Introduction
Le titre de cet article est à la fois une sorte d’oxymore et une sorte d’uchronie. Il renvoie à de l’improbable, de la fiction, à quelque chose qui ne s’écrit pas généralement dans le domaine des sciences sociales. Et pourtant, c’est la voie que j’emprunte en tenant compte d’une série de phénomènes observables en Corse afin de saisir la logique de leur articulation. La Guerre d’Algérie a duré de 1954 à 1962. Les indépendantistes du FLN (Front de libération nationale) ont découpé leur territoire en six parties, des wilayas. A ce premier découpage, une septième wilaya a été ajoutée, celle de la métropole, marquant ainsi en quoi le FLN était une organisation politico-militaire présente où des Algériens résidaient. Une huitième wilaya en Corse? Nul n’en a jamais entendu parler jusqu’à présent. C’est pourtant les contours de cette Terra incognita que nous allons cartographier ici.
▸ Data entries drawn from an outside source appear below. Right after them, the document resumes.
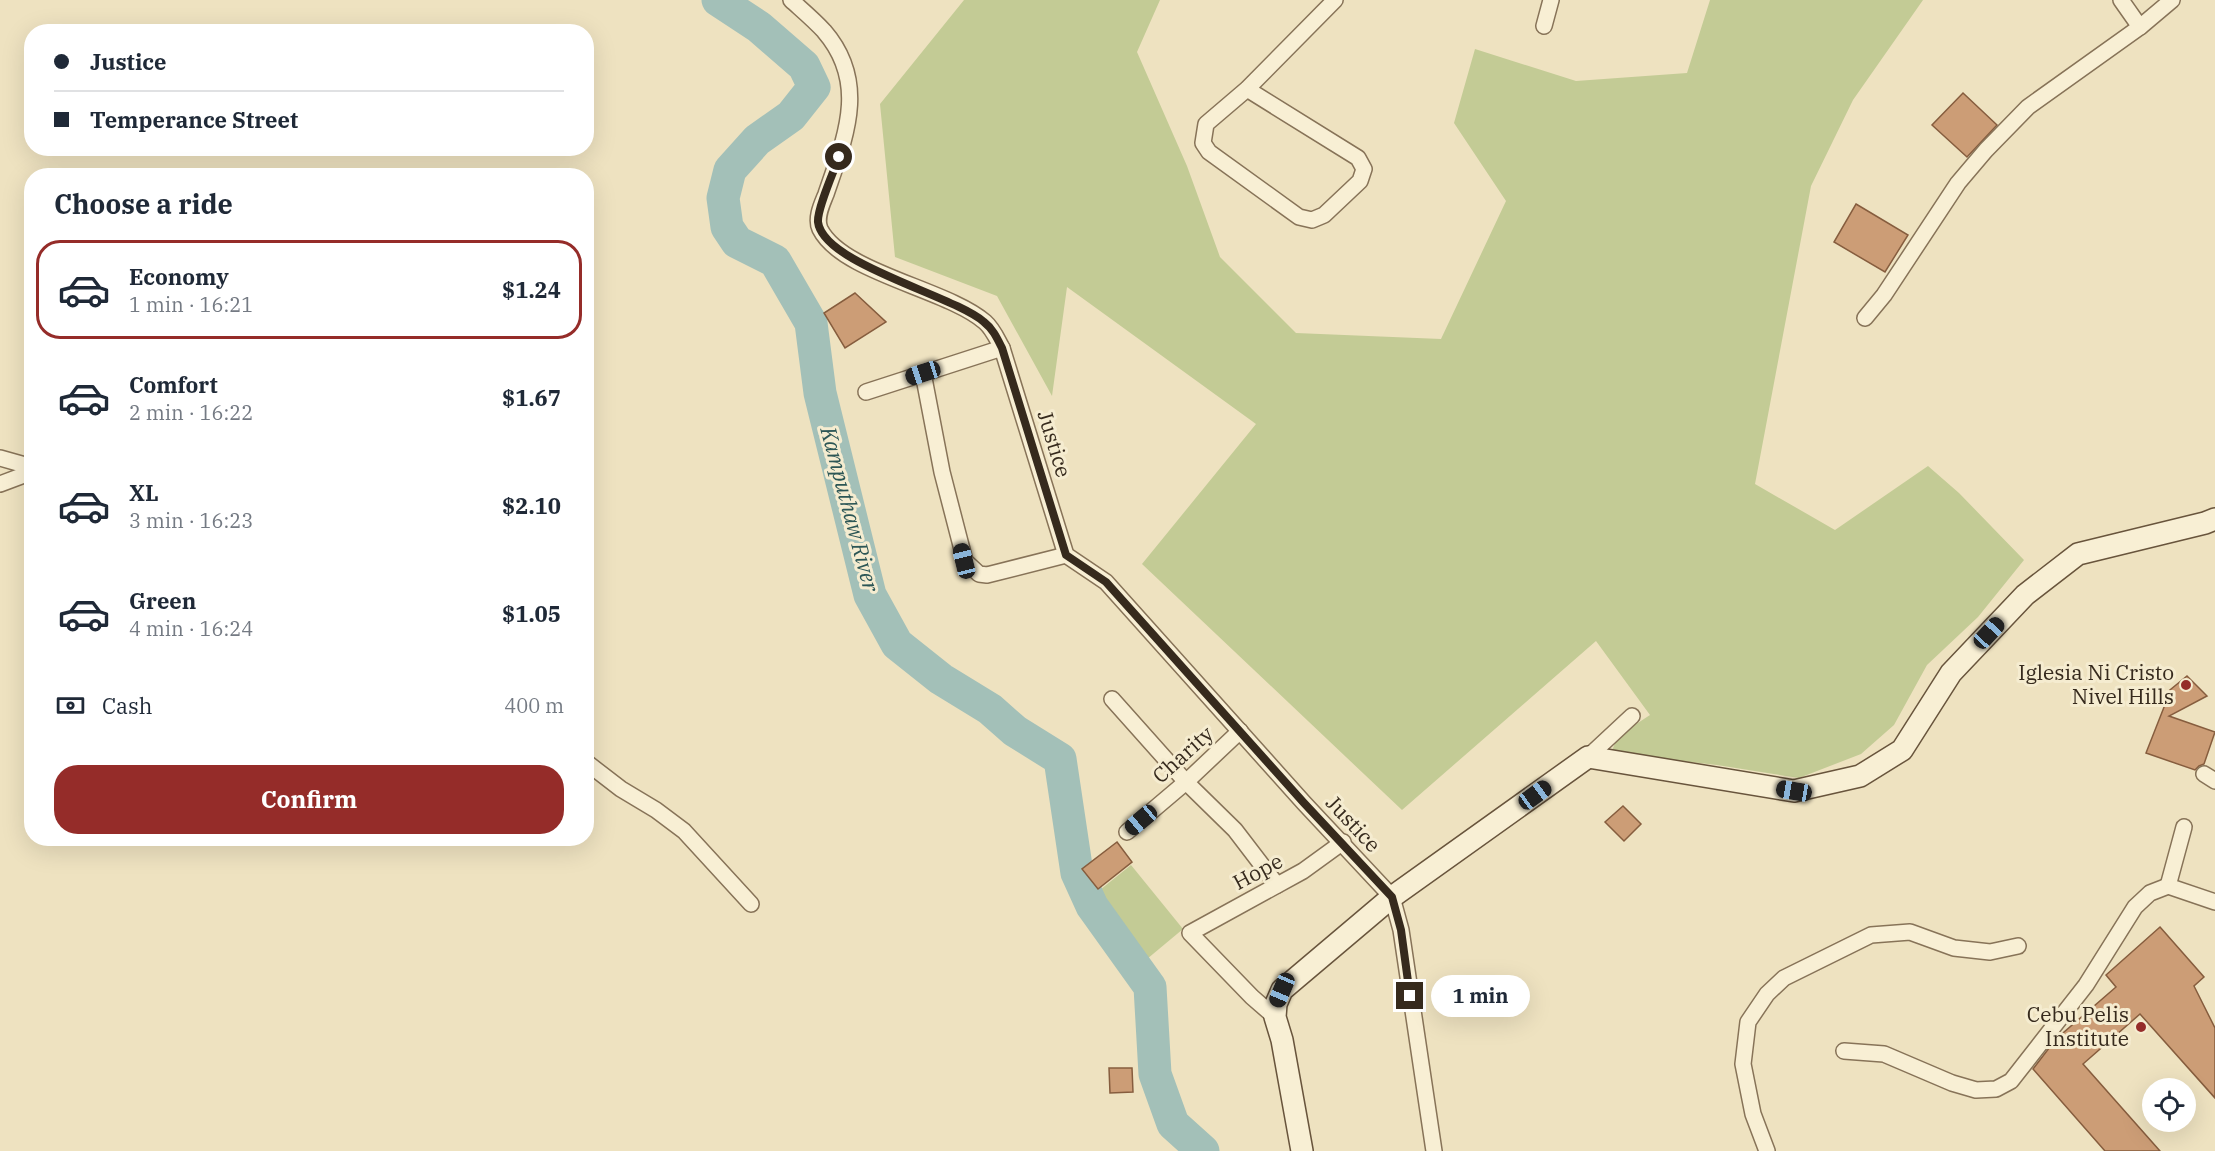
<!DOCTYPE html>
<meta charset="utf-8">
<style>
:root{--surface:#fff;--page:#f2f2f3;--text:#1f2937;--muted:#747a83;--line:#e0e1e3;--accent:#952c29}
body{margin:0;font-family:"IBM Plex Serif",serif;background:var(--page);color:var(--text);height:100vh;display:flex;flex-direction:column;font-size:22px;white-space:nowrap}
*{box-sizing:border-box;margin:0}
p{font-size:20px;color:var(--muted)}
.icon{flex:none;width:33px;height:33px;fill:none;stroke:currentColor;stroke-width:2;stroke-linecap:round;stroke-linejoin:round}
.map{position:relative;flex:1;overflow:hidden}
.side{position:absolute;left:24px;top:168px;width:570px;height:678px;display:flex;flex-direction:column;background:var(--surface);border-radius:24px;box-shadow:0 6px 24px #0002}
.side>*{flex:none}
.top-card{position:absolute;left:24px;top:24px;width:570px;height:132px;border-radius:24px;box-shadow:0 6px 24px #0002;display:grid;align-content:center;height:132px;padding:0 30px;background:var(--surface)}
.buttons{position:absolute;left:2142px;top:1078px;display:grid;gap:12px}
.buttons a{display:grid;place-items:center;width:54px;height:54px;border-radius:50%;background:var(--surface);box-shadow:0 6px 24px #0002;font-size:30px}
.end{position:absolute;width:27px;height:27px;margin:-14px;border:8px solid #362a1d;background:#fff;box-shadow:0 0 0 3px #fff}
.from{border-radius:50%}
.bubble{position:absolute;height:42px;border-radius:21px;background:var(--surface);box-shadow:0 6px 24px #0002;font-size:20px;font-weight:800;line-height:42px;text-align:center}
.car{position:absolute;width:18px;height:36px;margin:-18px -9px;border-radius:8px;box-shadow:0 0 4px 2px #0007;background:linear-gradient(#222 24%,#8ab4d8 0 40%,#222 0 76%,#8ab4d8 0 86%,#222 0)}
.top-card b{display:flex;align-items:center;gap:21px;height:57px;font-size:22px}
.top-card b+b{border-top:2px solid var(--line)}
.top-card i{width:15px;height:15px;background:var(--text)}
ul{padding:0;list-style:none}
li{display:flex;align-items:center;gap:18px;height:99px;margin:0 12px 9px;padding:0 18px;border:3px solid transparent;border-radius:24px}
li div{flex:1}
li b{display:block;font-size:22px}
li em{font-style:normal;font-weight:800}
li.active{border-color:var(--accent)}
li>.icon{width:54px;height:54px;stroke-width:1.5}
h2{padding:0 30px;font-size:27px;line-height:72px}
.pay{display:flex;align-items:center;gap:15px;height:66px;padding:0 30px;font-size:22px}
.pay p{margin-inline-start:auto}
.action{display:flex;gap:12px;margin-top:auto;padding:12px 30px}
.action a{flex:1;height:69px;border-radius:24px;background:var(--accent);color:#fff;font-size:24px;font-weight:800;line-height:69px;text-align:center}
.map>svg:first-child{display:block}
.green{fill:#c3cb95}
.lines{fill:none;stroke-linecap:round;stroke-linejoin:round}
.river{stroke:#a3c0b8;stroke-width:33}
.building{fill:#cc9d76;stroke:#865d3e;stroke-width:1.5}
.street-casing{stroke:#877358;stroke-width:18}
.secondary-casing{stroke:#68543c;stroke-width:24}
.street{stroke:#f8efd4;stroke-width:15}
.secondary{stroke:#f8efd4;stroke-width:21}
.route{stroke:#362a1d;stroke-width:8}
.poi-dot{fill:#952c29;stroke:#f5ecd0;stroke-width:2}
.labels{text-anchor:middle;stroke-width:6;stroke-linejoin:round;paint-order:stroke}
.street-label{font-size:21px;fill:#362a1d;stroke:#f5ecd0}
.poi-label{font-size:21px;fill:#362a1d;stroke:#f5ecd0;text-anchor:end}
.water-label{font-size:22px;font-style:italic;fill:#2c5655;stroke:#f5ecd0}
</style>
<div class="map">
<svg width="2215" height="1151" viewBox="0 0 2215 1151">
<rect width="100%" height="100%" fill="#eee2c0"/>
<g class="green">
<polygon points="964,0 1160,0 1137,52 1187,166 1220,257 1296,333 1441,339 1506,201 1454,123 1475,49 1576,81 1687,73 1710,0 1923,0 1853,100 1811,186 1755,484 1835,530 1928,466 1959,493 2024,560 1978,617 1927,665 1894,725 1861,754 1799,778 1717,765 1611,753 1618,736 1650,715 1596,641 1402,810 1142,564 1256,424 1067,287 1052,396 997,296 895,257 880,104"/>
<polygon points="1131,865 1183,929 1147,959 1095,894"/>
</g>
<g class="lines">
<polyline class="river" points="718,0 759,27 804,66 814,87 791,116 757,140 730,170 723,198 727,227 737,242 775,261 811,323 820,393 870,595 897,644 941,679 990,709 1015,731 1060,759 1077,873 1092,906 1150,987 1155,1074 1173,1124 1203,1151"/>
</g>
<g class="building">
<polygon points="1963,93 1997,125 1967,157 1932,125"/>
<polygon points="1856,204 1908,235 1885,272 1834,242"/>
<polygon points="855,293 886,322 845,348 824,313"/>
<polygon points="2187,676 2207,696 2169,716 2215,732 2204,764 2199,766 2195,770 2146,753 2168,697 2165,694"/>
<polygon points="1623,806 1641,824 1624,841 1605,822"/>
<polygon points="1117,842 1132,862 1098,889 1082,869"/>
<polygon points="2160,927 2204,977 2194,986 2215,1028 2215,1098 2140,1014 2083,1064 2160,1151 2105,1151 2033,1069 2056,1039 2116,987 2106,975"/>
<polygon points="1109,1068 1132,1068 1133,1092 1110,1093"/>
</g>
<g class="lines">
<defs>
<g id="street">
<path d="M791 0C802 10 814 20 824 31 869 83 845 138 826 194 822 204 815 218 820 229 842 273 947 289 985 322 993 329 997 339 1002 348L1066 555 1106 582 1304 803 1392 897 1401 930 1434 1151"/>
<polyline points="2121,0 2140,27"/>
<polyline points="1544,26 1551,0"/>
<polyline points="1247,89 1358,158 1364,169 1360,181 1324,215 1312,220 1299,217 1209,152 1203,143 1206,124 1247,89 1335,0"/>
<polyline points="1865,318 1884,295 1958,183 1986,150 2028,107 2140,27 2172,0"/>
<polyline points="923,373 942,472 965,561 979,574 987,575 1066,555"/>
<polyline points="866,392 1002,348"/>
<polyline points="0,458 32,467"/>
<polyline points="0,484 32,472"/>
<polyline points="1112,699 1186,782 1235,830 1277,885"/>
<polyline points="1588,757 1632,716"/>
<polyline points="586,762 621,789 656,810 684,831 751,904"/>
<polyline points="2204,774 2215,781"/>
<polyline points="1127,832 1186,782 1240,731"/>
<polyline points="2168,886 2184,827"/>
<polyline points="1275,1017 1252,997 1190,933 1303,871 1343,842"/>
<polyline points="1844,1051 1884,1054 1952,1083 1976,1090 1996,1089 2011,1081 2086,985 2135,907 2150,893 2168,886 2215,902"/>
<polyline points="1767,1151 1753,1114 1743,1064 1748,1022 1767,994 1784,978 1871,935 1910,932 1954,948 1990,952 2018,946"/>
</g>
<polyline id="secondary" points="1302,1151 1282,1040 1275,1017 1276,1004 1282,990 1392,897 1588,757 1794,791 1860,776 1902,750 1951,673 2025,595 2078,554 2205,523 2215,519"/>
</defs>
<use href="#street" class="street-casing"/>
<use href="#secondary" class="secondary-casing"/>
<use href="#street" class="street"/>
<use href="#secondary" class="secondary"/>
</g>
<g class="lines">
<path class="route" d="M839 157C834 171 817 209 818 222 823 264 953 295 984 322 993 329 997 338 1002 348L1066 555 1106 582 1304 803 1392 897 1401 930 1410 996"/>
</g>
<g class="poi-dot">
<circle cx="2186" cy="685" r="6"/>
<circle cx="2141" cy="1027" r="6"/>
</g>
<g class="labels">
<g class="street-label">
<text transform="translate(1054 444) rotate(73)" y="7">Justice</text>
<text transform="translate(1183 755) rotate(-42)" y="7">Charity</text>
<text transform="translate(1353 824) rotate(47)" y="7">Justice</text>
<text transform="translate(1258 872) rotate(-28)" y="7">Hope</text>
</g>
<g class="poi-label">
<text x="2174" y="680">Iglesia Ni Cristo<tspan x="2174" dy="24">Nivel Hills</tspan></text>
<text x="2129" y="1022">Cebu Pelis<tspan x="2129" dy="24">Institute</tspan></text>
</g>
<g class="water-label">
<text transform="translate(850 509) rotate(75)" y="8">Kamputhaw River</text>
</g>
</g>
</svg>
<div class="buttons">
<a><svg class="icon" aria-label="locate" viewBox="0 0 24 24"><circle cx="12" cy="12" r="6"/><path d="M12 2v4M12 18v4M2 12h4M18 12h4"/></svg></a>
</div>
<i class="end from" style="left:839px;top:157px"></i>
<i class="end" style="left:1410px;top:996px"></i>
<div class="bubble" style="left:1431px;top:975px;width:99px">1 min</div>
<i class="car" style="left:923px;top:373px;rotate:252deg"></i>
<i class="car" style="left:964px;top:561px;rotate:346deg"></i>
<i class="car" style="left:1989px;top:633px;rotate:43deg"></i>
<i class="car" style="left:1794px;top:791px;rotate:280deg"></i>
<i class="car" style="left:1535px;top:795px;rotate:54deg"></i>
<i class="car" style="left:1141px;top:820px;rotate:230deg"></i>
<i class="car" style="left:1282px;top:990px;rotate:203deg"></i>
<div class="top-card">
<b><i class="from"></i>Justice</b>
<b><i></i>Temperance Street</b>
</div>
<section class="side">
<h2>Choose a ride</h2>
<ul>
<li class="active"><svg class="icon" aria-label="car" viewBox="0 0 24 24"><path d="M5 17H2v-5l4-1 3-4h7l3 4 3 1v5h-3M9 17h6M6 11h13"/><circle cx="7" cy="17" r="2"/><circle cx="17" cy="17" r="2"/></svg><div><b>Economy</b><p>1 min · 16:21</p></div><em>$1.24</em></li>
<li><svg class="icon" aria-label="car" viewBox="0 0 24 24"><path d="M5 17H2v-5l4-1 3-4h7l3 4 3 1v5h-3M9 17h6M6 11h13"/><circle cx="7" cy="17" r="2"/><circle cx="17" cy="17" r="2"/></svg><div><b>Comfort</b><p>2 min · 16:22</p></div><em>$1.67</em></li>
<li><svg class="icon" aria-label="car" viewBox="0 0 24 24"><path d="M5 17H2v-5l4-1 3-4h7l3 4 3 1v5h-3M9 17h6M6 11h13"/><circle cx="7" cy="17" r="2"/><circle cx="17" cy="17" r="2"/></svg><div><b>XL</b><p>3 min · 16:23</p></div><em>$2.10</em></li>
<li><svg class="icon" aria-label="car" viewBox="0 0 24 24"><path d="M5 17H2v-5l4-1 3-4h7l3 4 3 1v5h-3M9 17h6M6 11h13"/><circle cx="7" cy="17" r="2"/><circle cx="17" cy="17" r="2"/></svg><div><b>Green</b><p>4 min · 16:24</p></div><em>$1.05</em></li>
</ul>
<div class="pay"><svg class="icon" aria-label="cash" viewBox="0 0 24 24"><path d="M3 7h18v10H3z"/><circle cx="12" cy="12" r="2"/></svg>Cash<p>400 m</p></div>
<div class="action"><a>Confirm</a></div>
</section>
</div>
La Corse était durant la guerre coloniale un département français depuis la Révolution française. En conséquence, de l’île, en plus des engagés volontaires, 8000 appelés du contingent sont partis combattre sous le drapeau qui correspondait à leur nationalité, le drapeau français. 252 d’entre eux dont les noms sont inscrits sur les monuments des communes de l’île sont «tombés pour la France» nous a appris une communication du colloque Corse Colonie[1]. Aujourd’hui, la Corse est institutionnellement une région française. Indice des caractéristiques de la doxa en cours, avant d’être nommé ministre, l’historien Pap Ndiaye a pris une position claire sur la question coloniale en Corse[2]. Le ministre de l’Education nationale considère que la Corse n’est pas une colonie. Sur le terrain, les choses ne se présentent pas avec autant de clarté. Alors, actualisant le geste qui fit écrire par des historiens en 2005 la pétition « Colonisation: non à l’enseignement d’une histoire officielle »[3], j’interrogerai cette évidence.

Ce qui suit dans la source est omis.